The new “medically confirmed” worker is one of two who were recently evacuated from Cuba after reporting symptoms. State Department spokeswoman Heather Nauert said the other worker is “still being evaluated” by doctors. Prior to the newest incident, the most recent medically confirmed case from Cuba had been in August 2017, Nauert said.
“All of this is still an ongoing investigation,” Nauert said.
The confirmed Cuba patients have been found to have a range of symptoms and diagnoses including mild traumatic brain injury, also known as concussions. They and others suspected to be affected have been brought for testing to the University of Pennsylvania, where specialists in brain injury enlisted by the U.S. government have been screening, treating and studying American personnel evacuated from both Cuba and China.
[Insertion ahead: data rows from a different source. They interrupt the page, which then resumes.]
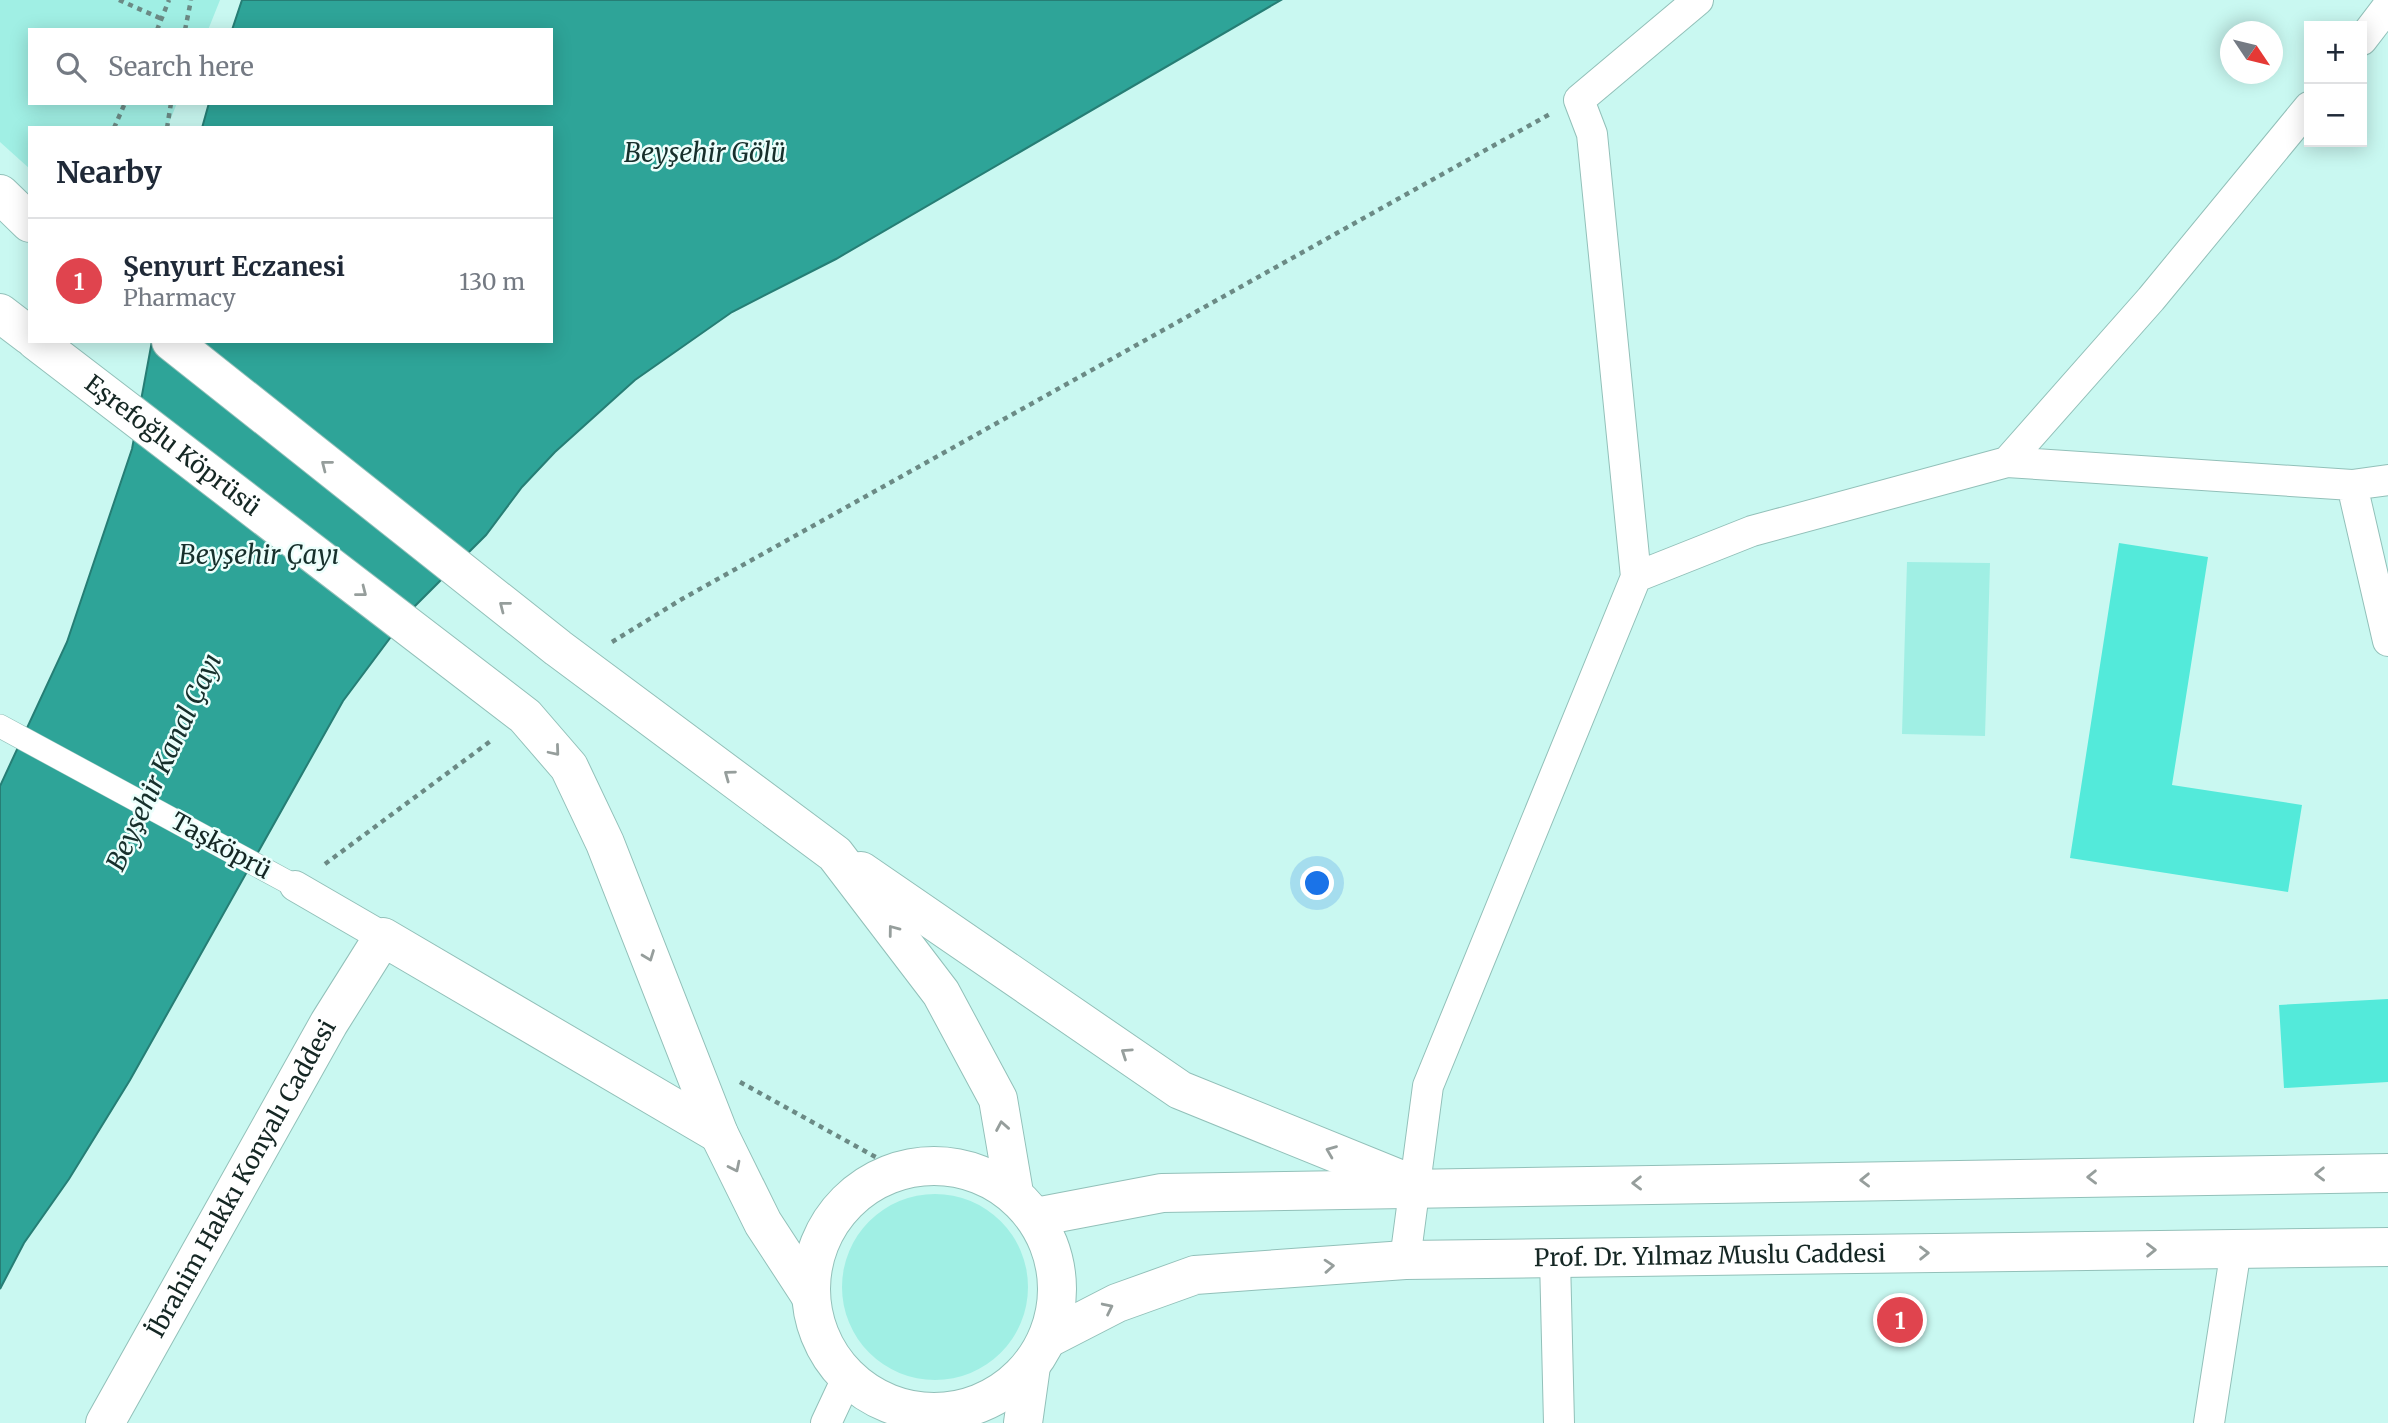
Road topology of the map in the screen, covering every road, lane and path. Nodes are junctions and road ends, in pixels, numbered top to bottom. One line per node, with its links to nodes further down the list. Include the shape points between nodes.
1 (119, 0): 6 (path)
2 (169, 0): 6 (path)
3 (191, 0): 8 (path)
4 (1698, 0): 10 (street)
5 (2388, 6): 9 (street)
6 (162, 19): 7 (path)
7 (158, 28)
8 (186, 28)
9 (2367, 33)
10 (1579, 100): 23 (street, via 1592,134); 25 (path, via 1507,136 609,644)
11 (124, 105): 14 (path)
12 (172, 105): 15 (path)
13 (2304, 113): 20 (street, via 2151,299)
14 (115, 126)
15 (167, 126)
16 (0, 194): 17 (main road)
17 (28, 221)
18 (39, 343): 26 (main road, Eşrefoğlu Köprüsü, one-way to 26)
19 (174, 343): 25 (main road, one-way to 19)
20 (2007, 462): 22 (street); 23 (street, via 1752,531)
21 (2388, 480): 22 (street)
22 (2353, 485): 24 (street)
23 (1636, 577): 35 (street, via 1428,1086)
24 (2388, 641)
25 (571, 658): 28 (main road, one-way to 25)
26 (516, 709): 29 (path); 31 (main road, Eşrefoğlu Köprüsü, one-way to 31, via 569,767 605,843)
27 (0, 726): 29 (street, Taşköprü)
28 (835, 854): 35 (main road, one-way to 28, via 1180,1090); 36 (main road, one-way to 28, via 998,1098 941,993)
29 (295, 886): 30 (street)
30 (383, 937): 32 (main road); 44 (main road, İbrahim Hakkı Konyalı Caddesi, via 329,1023)
31 (687, 1052): 32 (main road, Eşrefoğlu Köprüsü); 33 (path)
32 (719, 1133): 41 (main road, Eşrefoğlu Köprüsü, one-way to 41, via 763,1223)
33 (898, 1170): 36 (main road, via 939,1164 979,1173); 41 (main road, via 862,1188 833,1217 815,1254)
34 (2388, 1173): 35 (main road, one-way to 35)
35 (1417, 1186): 36 (main road, via 1162,1193); 40 (street)
36 (1025, 1205): 42 (main road, via 1051,1246 1058,1276 1056,1308)
37 (2388, 1247): 38 (main road, Prof. Dr. Yılmaz Muslu Caddesi)
38 (2236, 1249): 39 (main road, Prof. Dr. Yılmaz Muslu Caddesi, one-way to 38); 48 (street)
39 (1555, 1259): 40 (main road, Prof. Dr. Yılmaz Muslu Caddesi); 47 (street)
40 (1405, 1260): 42 (main road, Prof. Dr. Yılmaz Muslu Caddesi, one-way to 40, via 1117,1303 1195,1275)
41 (810, 1295): 43 (main road, via 818,1334 838,1367)
42 (1039, 1352): 43 (main road, via 1004,1391 972,1407 936,1412 900,1408); 46 (main road)
43 (865, 1397): 45 (street)
44 (105, 1423)
45 (826, 1423)
46 (1023, 1423)
47 (1559, 1423)
48 (2209, 1423)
The 25 U.S. workers affected in Cuba are in addition to one American government worker at a U.S. consulate in China who also confirmed to have been affected, raising concerns that the incidents occurring in Cuba have spread. Dozens more U.S. workers at diplomatic outposts in China are being tested, including some brought back to the U.S. for more advanced testing.
The United States has said that the Cuba incidents started in late 2016. The State Department calls them “specific attacks” but has not said what caused them or who was behind them. Cuba has adamantly denied involvement or knowledge. Initial speculation centered on some type of sonic attack owing to strange sounds heard by those affected, but an interim FBI report in January found no evidence that sound waves could have caused the damage, The Associated Press has reported.
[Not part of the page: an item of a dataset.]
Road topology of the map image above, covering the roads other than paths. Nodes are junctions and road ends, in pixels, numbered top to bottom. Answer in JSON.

The new confirmation comes less than a week after the U.S. renewed demands on Cuba to determine the source of health “attacks” on U.S. diplomats. Cuba responded by once again denying any involvement or knowledge of any such attacks.
At a senior-level meeting with Cuban officials in Washington last Thursday, the State Department said it had again raised the issue, which has prompted a significant reduction in staffing at the U.S. Embassy in Havana. It reiterated “the urgent need to identify the source of the attacks on U.S. diplomats and to ensure they cease.”
Cuba has denied any knowledge of the source or cause of the incidents that have sickened at least 24 diplomats since late 2016, leaving some with brain damage and the top Cuban embassy at the talks told the AP after the meeting that his delegation had objected to the U.S. description of what had happened to the Americans as “attacks.” He noted that neither American nor Cuban experts had been able to determine what caused the symptoms. He renewed concerns that the Trump administration is using the incidents as an excuse to roll back U.S.-Cuba rapprochement started under the Obama administration.
In a statement, the Cuban Foreign Ministry said it urged the U.S. government “to desist from the continued political manipulation of the alleged health cases.” Its delegation also demanded the lifting of what it described as an “arbitrary” travel warning which it said hinders scientific, academic, cultural, religious and entrepreneurial exchanges, and visits by Americans.
In China, the State Department has issued a series of health alerts to Americans in China after a worker at the U.S. Consulate in Guangzhou reported symptoms and strange sounds and was flown to the U.S. That worker was then medically confirmed to have “suffered a medical incident consistent with what other U.S. government personnel experienced in Havana, Cuba,” the department has said.